Another innovation was the delivery of beer by bicycle, which started in 2012 – perhaps you will soon be getting a Glow Torch IPA by drone in the near future….
Although they don’t still deliver beer by bike, Adam says:
“We were the first brewery in America to do that based on our research.. I had the idea and called the OLCC who expressed doubt it was legal. They called back and said they all met and couldn’t find a reason it was illegal.”
One of the most innovative Brewery advertising methods I’ve witnessed since starting Thebeerchaser in 2017 is their video series. Maybe I haven’t been paying attention, but I thought these great ads were somewhat under the radar – “Beers in Paradise.”
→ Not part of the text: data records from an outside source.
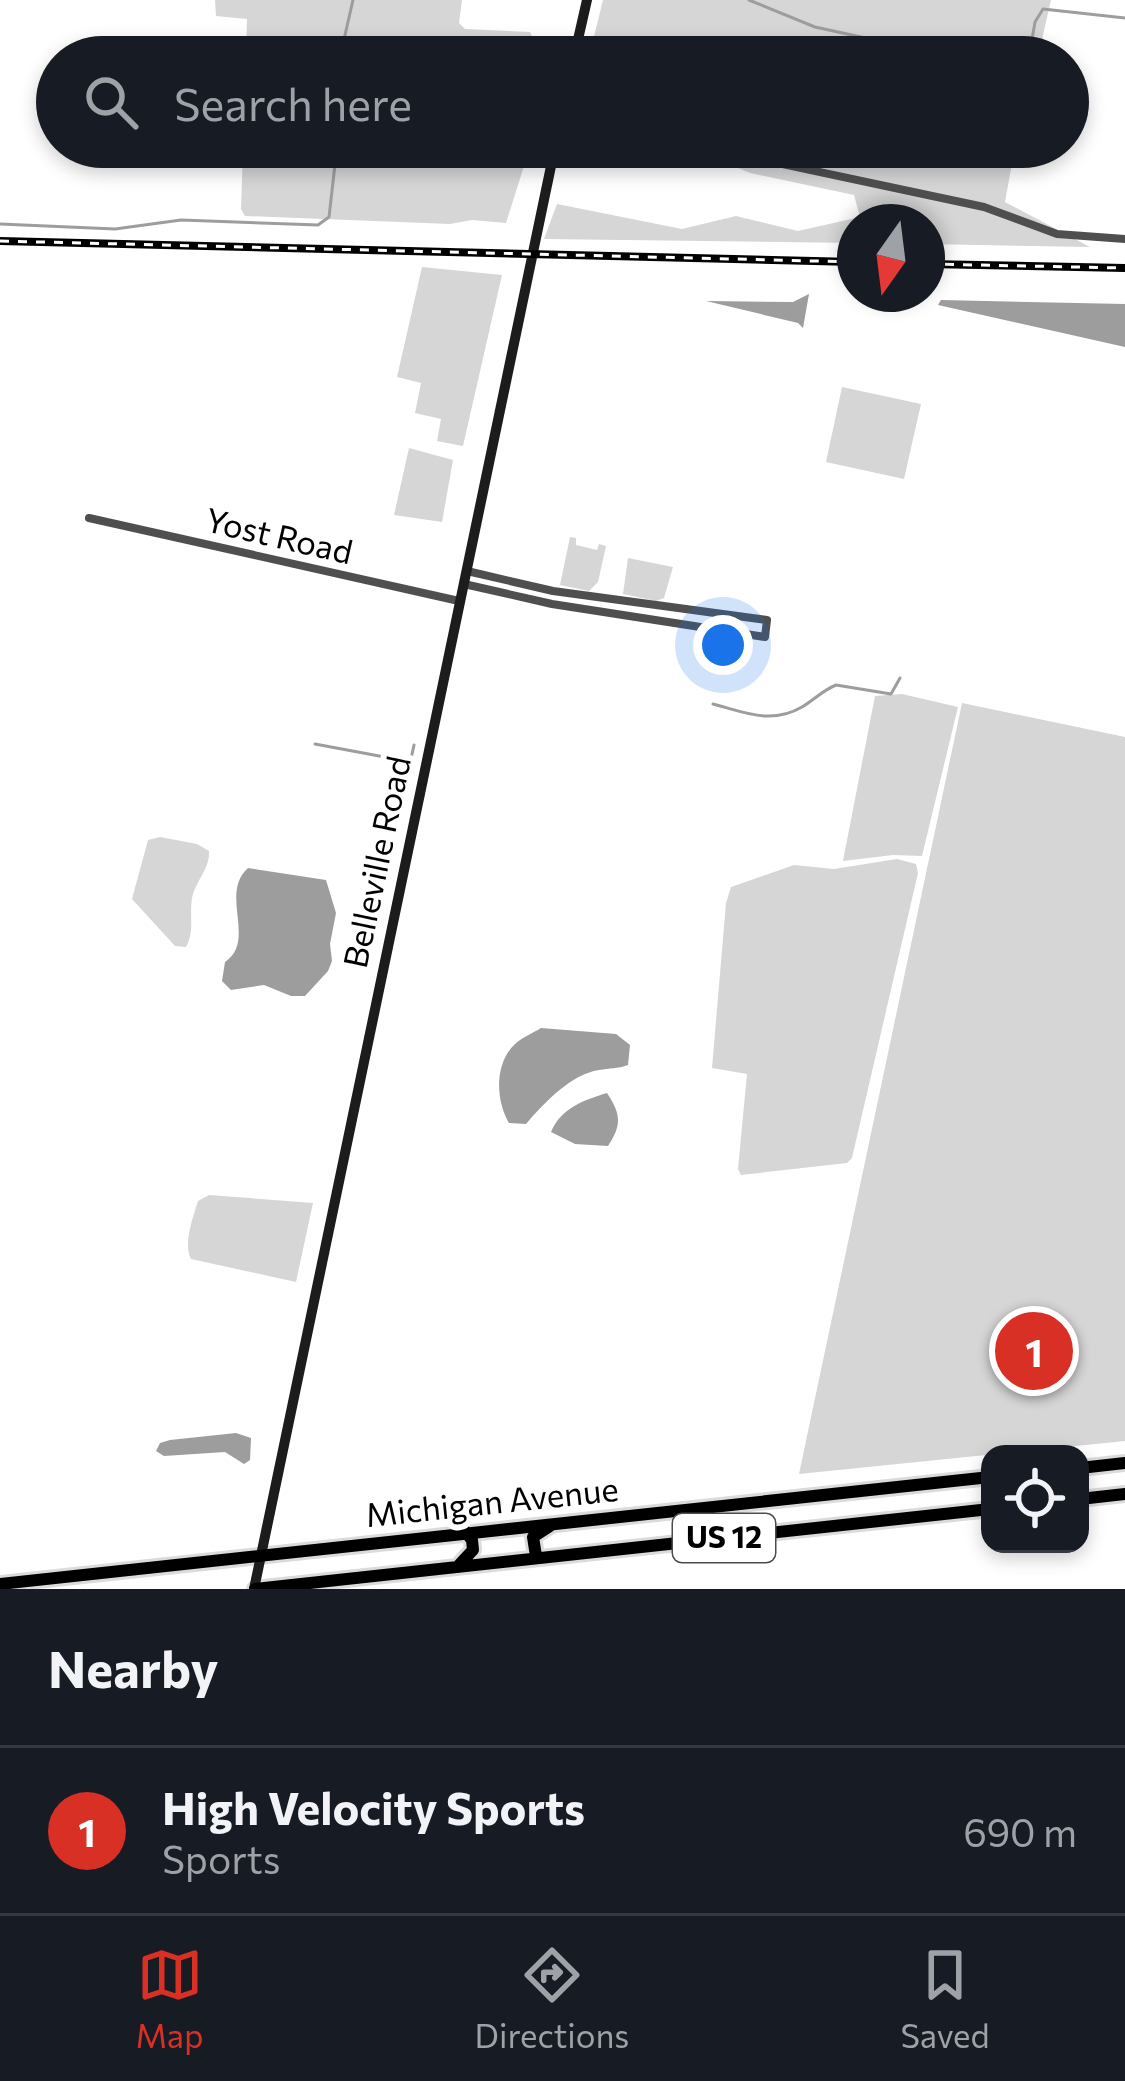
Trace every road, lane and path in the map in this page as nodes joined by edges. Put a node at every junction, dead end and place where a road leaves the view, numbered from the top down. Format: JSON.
{"nodes":[{"id":1,"x":587,"y":0,"type":"edge"},
{"id":2,"x":579,"y":36,"type":"edge"},
{"id":3,"x":551,"y":168,"type":"edge"},
{"id":4,"x":801,"y":168,"type":"edge"},
{"id":5,"x":1125,"y":238,"type":"edge"},
{"id":6,"x":89,"y":518,"type":"dead end"},
{"id":7,"x":465,"y":570,"type":"junction"},
{"id":8,"x":462,"y":584,"type":"junction"},
{"id":9,"x":554,"y":591,"type":"junction"},
{"id":10,"x":606,"y":598,"type":"junction"},
{"id":11,"x":459,"y":601,"type":"junction"},
{"id":12,"x":551,"y":604,"type":"junction"},
{"id":13,"x":676,"y":608,"type":"junction"},
{"id":14,"x":604,"y":612,"type":"junction"},
{"id":15,"x":674,"y":623,"type":"junction"},
{"id":16,"x":1125,"y":1463,"type":"edge"},
{"id":17,"x":1089,"y":1467,"type":"edge"},
{"id":18,"x":981,"y":1478,"type":"edge"},
{"id":19,"x":1125,"y":1491,"type":"edge"},
{"id":20,"x":1089,"y":1495,"type":"edge"},
{"id":21,"x":981,"y":1511,"type":"edge"},
{"id":22,"x":556,"y":1523,"type":"junction"},
{"id":23,"x":465,"y":1531,"type":"junction"},
{"id":24,"x":261,"y":1553,"type":"junction"},
{"id":25,"x":536,"y":1556,"type":"junction"},
{"id":26,"x":458,"y":1566,"type":"junction"},
{"id":27,"x":0,"y":1584,"type":"edge"},
{"id":28,"x":255,"y":1589,"type":"edge"}],
"edges":[{"from":1,"to":2,"type":"main road"},
{"from":3,"to":7,"type":"main road","name":"Belleville Road"},
{"from":4,"to":5,"type":"street"},
{"from":6,"to":11,"type":"street","name":"Yost Road"},
{"from":7,"to":8,"type":"main road","name":"Belleville Road"},
{"from":7,"to":9,"type":"street"},
{"from":8,"to":11,"type":"main road","name":"Belleville Road"},
{"from":8,"to":12,"type":"street"},
{"from":9,"to":10,"type":"street"},
{"from":9,"to":12,"type":"street"},
{"from":10,"to":13,"type":"street"},
{"from":10,"to":14,"type":"street"},
{"from":11,"to":24,"type":"main road","name":"Belleville Road"},
{"from":12,"to":14,"type":"street"},
{"from":13,"to":15,"type":"street"},
{"from":13,"to":15,"type":"street"},
{"from":14,"to":15,"type":"street"},
{"from":16,"to":17,"type":"main road"},
{"from":18,"to":22,"type":"main road","name":"Michigan Avenue","number":"US 12"},
{"from":19,"to":20,"type":"main road"},
{"from":21,"to":25,"type":"main road","name":"Michigan Avenue","number":"US 12"},
{"from":22,"to":23,"type":"main road","name":"Michigan Avenue","number":"US 12"},
{"from":22,"to":25,"type":"main road"},
{"from":23,"to":24,"type":"main road","name":"Michigan Avenue","number":"US 12"},
{"from":23,"to":26,"type":"main road"},
{"from":24,"to":27,"type":"main road","name":"Michigan Avenue","number":"US 12"},
{"from":24,"to":28,"type":"main road","name":"Belleville Road"},
{"from":25,"to":26,"type":"main road","name":"Michigan Avenue","number":"US 12"},
{"from":26,"to":28,"type":"main road","name":"Michigan Avenue","number":"US 12"}]}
They feature OTB’s Sales Director, Joe Sanders. This four-part video series is extremely well done, humorous and shows what having an in-house creative artist and media expert can develop. I asked Adam how this idea germinate:
“We decided to do something that spoke to our audience and communicated our seriousness for making beer in a really fun way. Once we made our first video, with Joe as our front-man…. the snowball started to roll. People loved them and we had so much fun making them.”
My favorite was the Pillow Fist IPA although you should check all of them out. (They’re slightly hidden on the Website under the drop-down “Latest News.”) And for a fascinating article – again on Jeff Alworth’s Beervana blog, read about the process as described by Creative Director, Jordan Wilson.
The process starts with naming of the beer, the context and set for the videos and is followed by evaluating the effectiveness of the videos through metrics.
“It’s total DIY….this feels like a unique strength for Old Town – we keep everything in house and avoid the high cost of creative overhead. And because of our lower investment, we can play with it more. Throw things at the wall, see what sticks.….(the videos have) become an extension of our brand and how we tell our stories.”
They also use videos to announce new releases. Take a look at this one that announced Figaro Imperial Stout – brilliant!
As you can see below, Adam gives his staff credit for their success – one of his core values. For example, this notice on their website about Staff Appreciation Day.
“2018 was incredibly fun and certainly the most memorable year for us to date. We kicked off with a major rebrand of our company, canned our first brews, made it through a dispute that brought our community together and forever changed the way we hold our love and admiration for this industry, we started our videos series, collaborated with some of the most amazing and talented people, drank amazing beer, celebrated more“
Another example was during the 2012 fire, when the Brewery and pub were closed for three weeks. The staff’s pay was continued during the closure.
There’s no question that those who want a good brewpub experience have a multitude of options in Portland, but this 12/7/18 Yelp review summarizes the composite experience well and illustrates why you should drop by and say “hello” to Adam and his team:
“Delicious brews and FIRE pizza! The space is large but cozy. I was recently there for a work event and the food was AMAZING plus the service was top notch. Their bartender Tony got our 20+ person party drinks quickly and he was SO FRIENDLY – not the usual response to large parties in PDX. The vibes were great! Of course, I’ll be back!”